* YOUR TASK: From the first line to the last, retype the data below exactly.

Named joint coordinates:
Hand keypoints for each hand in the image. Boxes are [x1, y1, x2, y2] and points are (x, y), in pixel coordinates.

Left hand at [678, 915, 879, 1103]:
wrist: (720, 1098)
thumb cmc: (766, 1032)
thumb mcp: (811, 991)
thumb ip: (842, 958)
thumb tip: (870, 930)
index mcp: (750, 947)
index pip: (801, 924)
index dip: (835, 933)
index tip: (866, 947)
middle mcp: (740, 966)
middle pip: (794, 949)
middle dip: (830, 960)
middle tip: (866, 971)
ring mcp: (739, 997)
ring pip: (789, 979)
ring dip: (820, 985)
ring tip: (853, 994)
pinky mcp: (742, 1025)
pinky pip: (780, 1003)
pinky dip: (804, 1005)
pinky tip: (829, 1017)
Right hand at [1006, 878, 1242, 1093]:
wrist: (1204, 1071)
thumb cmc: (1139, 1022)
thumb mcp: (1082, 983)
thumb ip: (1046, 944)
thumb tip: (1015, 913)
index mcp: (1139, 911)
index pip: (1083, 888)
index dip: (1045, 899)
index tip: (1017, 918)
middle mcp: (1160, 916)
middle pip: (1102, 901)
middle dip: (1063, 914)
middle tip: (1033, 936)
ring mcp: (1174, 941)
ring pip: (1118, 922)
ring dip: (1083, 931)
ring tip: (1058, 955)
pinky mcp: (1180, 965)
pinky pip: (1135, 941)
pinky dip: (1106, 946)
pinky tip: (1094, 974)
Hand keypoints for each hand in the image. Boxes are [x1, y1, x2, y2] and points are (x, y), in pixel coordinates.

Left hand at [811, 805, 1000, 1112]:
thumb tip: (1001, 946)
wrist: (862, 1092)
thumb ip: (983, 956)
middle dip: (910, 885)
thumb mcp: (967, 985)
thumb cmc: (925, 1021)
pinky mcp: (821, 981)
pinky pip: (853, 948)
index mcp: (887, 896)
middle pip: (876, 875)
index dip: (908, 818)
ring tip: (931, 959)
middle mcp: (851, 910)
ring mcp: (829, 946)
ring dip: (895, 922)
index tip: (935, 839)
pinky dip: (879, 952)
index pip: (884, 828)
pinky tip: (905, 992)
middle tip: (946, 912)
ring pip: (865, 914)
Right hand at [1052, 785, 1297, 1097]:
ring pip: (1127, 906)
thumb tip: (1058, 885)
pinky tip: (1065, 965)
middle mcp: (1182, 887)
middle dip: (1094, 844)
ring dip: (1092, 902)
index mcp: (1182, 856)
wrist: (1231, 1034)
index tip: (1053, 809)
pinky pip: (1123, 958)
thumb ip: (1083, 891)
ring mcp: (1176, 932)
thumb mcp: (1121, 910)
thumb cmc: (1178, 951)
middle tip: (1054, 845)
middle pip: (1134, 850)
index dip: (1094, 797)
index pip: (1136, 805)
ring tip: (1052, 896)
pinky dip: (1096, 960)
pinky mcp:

* SOLUTION BELOW:
Hand keypoints for each hand in the image. Boxes are [x1, y1, x2, y2] and points are (x, y), in pixel coordinates.

Left hand at [678, 915, 879, 1103]:
wrist: (720, 1098)
thumb cmc: (766, 1032)
thumb mcp: (811, 991)
thumb ip: (842, 958)
thumb tip: (870, 930)
index mcp: (750, 947)
index pip: (801, 924)
index dip: (835, 933)
index tip: (866, 947)
middle mcp: (740, 966)
middle pip: (794, 949)
middle dip: (830, 960)
middle tip: (866, 971)
ring mcp: (739, 997)
ring pip: (789, 979)
ring dip: (820, 985)
ring tip: (853, 994)
pinky mcp: (742, 1025)
pinky pip: (780, 1003)
pinky dip: (804, 1005)
pinky tip: (829, 1017)
Right hand at [1006, 878, 1242, 1093]:
wrist: (1204, 1071)
thumb cmc: (1139, 1022)
thumb mcp: (1082, 983)
thumb ip: (1046, 944)
thumb tip: (1015, 913)
index mcp: (1139, 911)
index pip: (1083, 888)
index dip: (1045, 899)
index tip: (1017, 918)
middle mcp: (1160, 916)
middle pip: (1102, 901)
middle dip: (1063, 914)
middle tip: (1033, 936)
ring mcp: (1174, 941)
ring pip: (1118, 922)
ring dip: (1083, 931)
ring tip: (1058, 955)
pinky mcp: (1180, 965)
pinky pip: (1135, 941)
pinky dip: (1106, 946)
pinky tip: (1094, 974)
Hand keypoints for each hand in the image. Boxes are [x1, y1, x2, y2] and points are (x, y), in pixel coordinates.

Left hand at [811, 805, 1000, 1112]:
thumb tip: (1001, 946)
wrist: (862, 1092)
thumb ip: (983, 956)
middle dip: (910, 885)
thumb mcp: (967, 985)
thumb cmc: (925, 1021)
pinky mcp: (821, 981)
pinky pip: (853, 948)
index mcp: (887, 896)
middle pip: (876, 875)
index dip: (908, 818)
ring tip: (931, 959)
middle mcp: (851, 910)
ring mcp: (829, 946)
ring dip: (895, 922)
index tip: (935, 839)
pinky dip: (879, 952)
index pip: (884, 828)
pinky tip: (905, 992)
middle tip: (946, 912)
ring pip: (865, 914)
Right hand at [1052, 785, 1297, 1097]:
ring pip: (1127, 906)
thumb tip: (1058, 885)
pinky tip: (1065, 965)
middle mcp: (1182, 887)
middle dip: (1094, 844)
ring dip: (1092, 902)
index mcp: (1182, 856)
wrist: (1231, 1034)
index tip: (1053, 809)
pinky pip: (1123, 958)
thumb ip: (1083, 891)
ring mcp: (1176, 932)
thumb mcp: (1121, 910)
thumb cmc: (1178, 951)
middle tip: (1054, 845)
middle pip: (1134, 850)
index dip: (1094, 797)
index pip: (1136, 805)
ring tip: (1052, 896)
pinky dip: (1096, 960)
pinky mcp:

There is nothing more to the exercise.